Task objective:
Filter the listing for lines containing "edges".

Dataset entries:
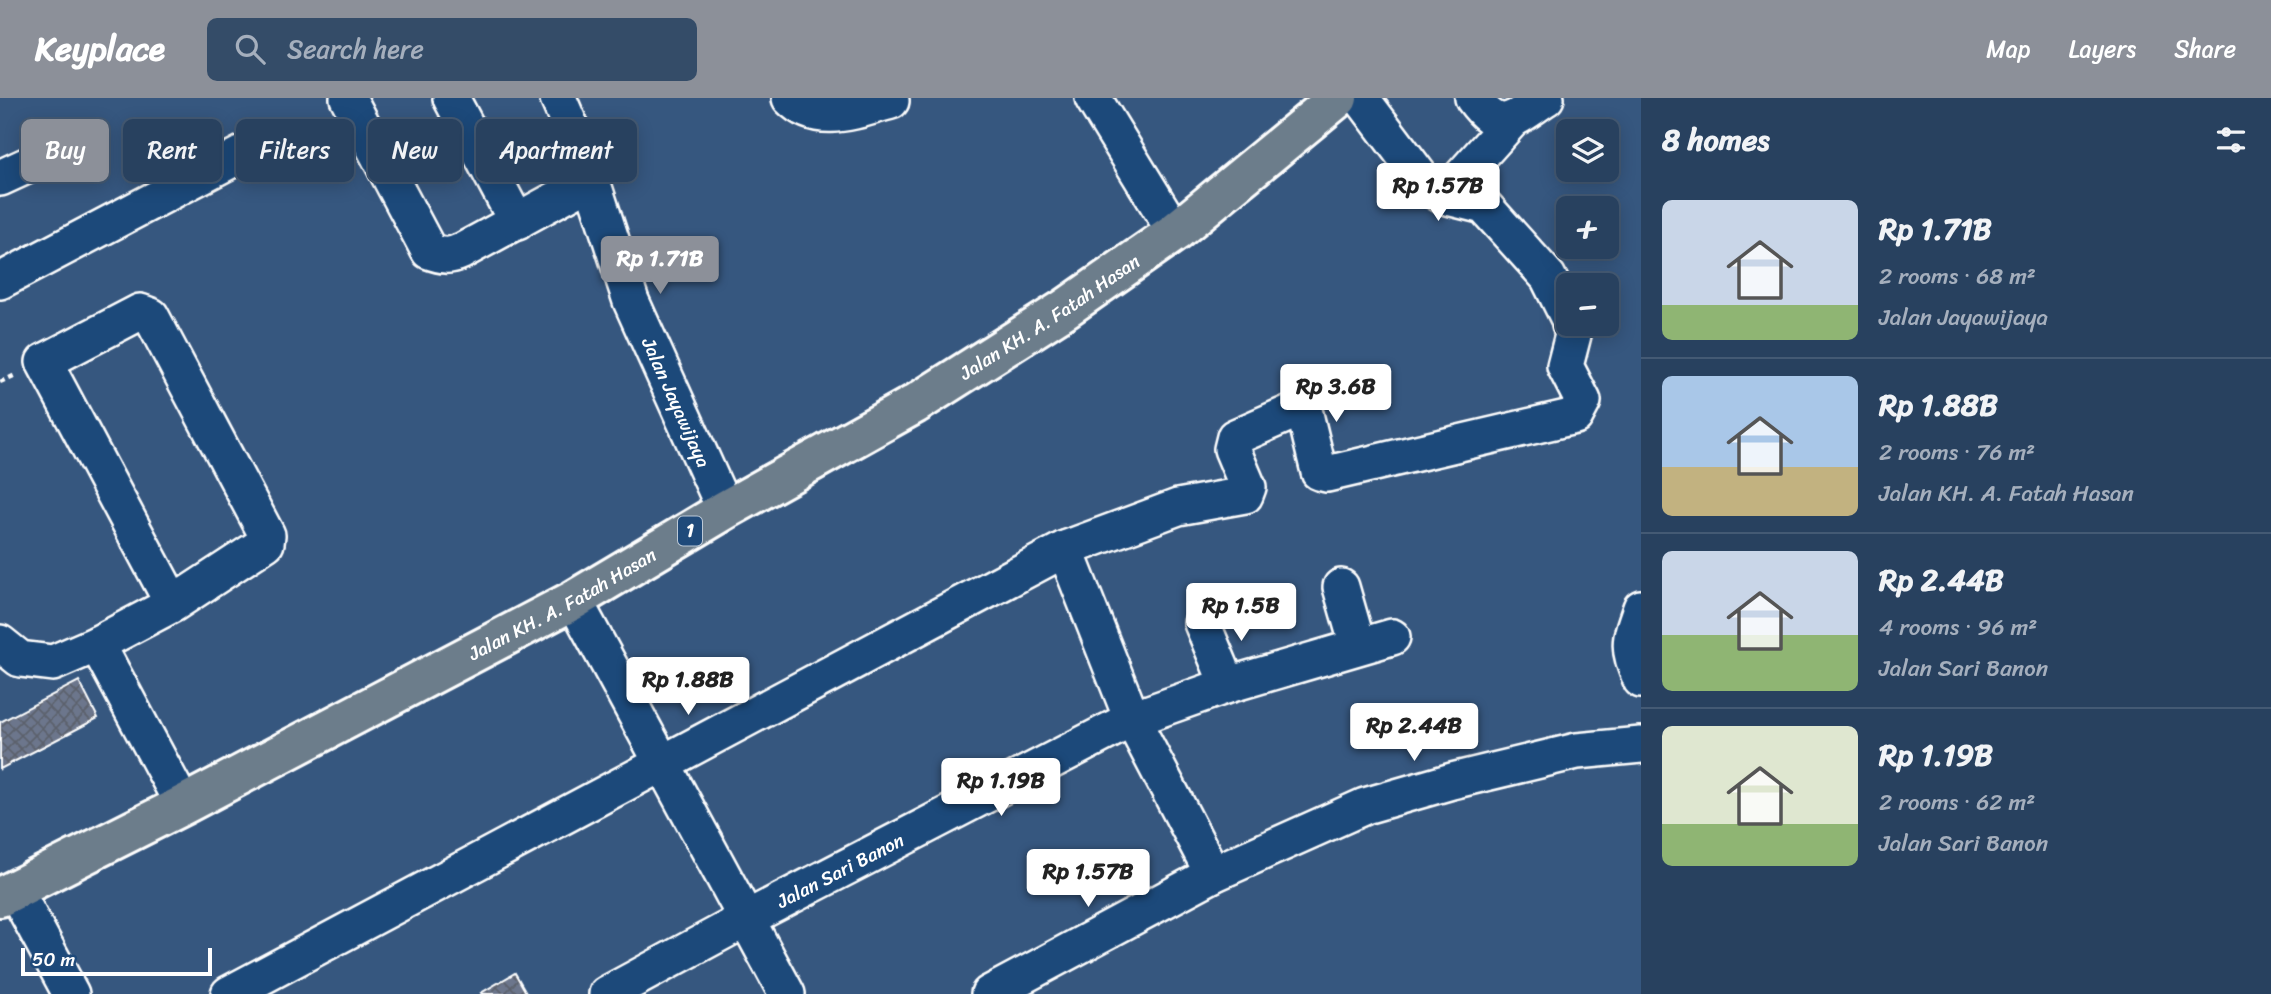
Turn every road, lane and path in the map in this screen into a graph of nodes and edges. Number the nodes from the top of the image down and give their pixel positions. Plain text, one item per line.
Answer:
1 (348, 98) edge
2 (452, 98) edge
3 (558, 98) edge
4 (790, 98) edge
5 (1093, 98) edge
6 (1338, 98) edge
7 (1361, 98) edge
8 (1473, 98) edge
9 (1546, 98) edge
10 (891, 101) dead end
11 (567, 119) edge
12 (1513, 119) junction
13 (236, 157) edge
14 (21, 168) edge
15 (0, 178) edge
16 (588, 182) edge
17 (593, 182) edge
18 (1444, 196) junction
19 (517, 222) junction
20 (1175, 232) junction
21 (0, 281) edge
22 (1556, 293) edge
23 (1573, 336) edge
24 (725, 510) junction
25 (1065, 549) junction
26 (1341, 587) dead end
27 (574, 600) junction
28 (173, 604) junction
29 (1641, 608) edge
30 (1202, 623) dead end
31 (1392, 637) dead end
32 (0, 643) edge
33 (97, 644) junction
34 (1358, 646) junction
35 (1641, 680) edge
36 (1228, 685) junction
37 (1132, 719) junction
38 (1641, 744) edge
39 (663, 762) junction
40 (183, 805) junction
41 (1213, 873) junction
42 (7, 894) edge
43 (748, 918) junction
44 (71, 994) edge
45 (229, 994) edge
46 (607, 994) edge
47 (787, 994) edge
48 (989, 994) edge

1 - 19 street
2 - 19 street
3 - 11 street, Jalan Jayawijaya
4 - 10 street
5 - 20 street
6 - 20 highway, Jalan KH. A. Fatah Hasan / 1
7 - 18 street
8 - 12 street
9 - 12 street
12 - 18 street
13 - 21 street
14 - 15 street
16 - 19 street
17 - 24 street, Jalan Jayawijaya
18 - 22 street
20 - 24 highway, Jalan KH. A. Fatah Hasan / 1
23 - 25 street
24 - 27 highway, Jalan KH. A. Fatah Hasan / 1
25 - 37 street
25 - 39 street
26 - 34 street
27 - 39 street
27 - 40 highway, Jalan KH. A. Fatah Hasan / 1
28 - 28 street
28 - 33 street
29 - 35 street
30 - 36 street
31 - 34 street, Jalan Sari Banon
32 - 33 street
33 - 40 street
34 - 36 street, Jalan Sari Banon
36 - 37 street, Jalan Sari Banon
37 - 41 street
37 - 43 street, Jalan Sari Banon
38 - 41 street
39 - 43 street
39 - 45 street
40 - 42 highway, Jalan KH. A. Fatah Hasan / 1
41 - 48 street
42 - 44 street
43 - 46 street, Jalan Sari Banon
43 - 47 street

* * *

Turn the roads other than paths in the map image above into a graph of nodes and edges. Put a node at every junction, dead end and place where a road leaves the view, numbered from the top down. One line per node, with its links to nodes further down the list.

The completed task:
Turn every road, lane and path in the map in this screen into a graph of nodes and edges. Number the nodes from the top of the image down and give their pixel positions. Plain text, one item per line.
Turn the roads other than paths in the map image above into a graph of nodes and edges. Put a node at every junction, dead end and place where a road leaves the view, numbered from the top down. One line per node, with its links to nodes further down the list.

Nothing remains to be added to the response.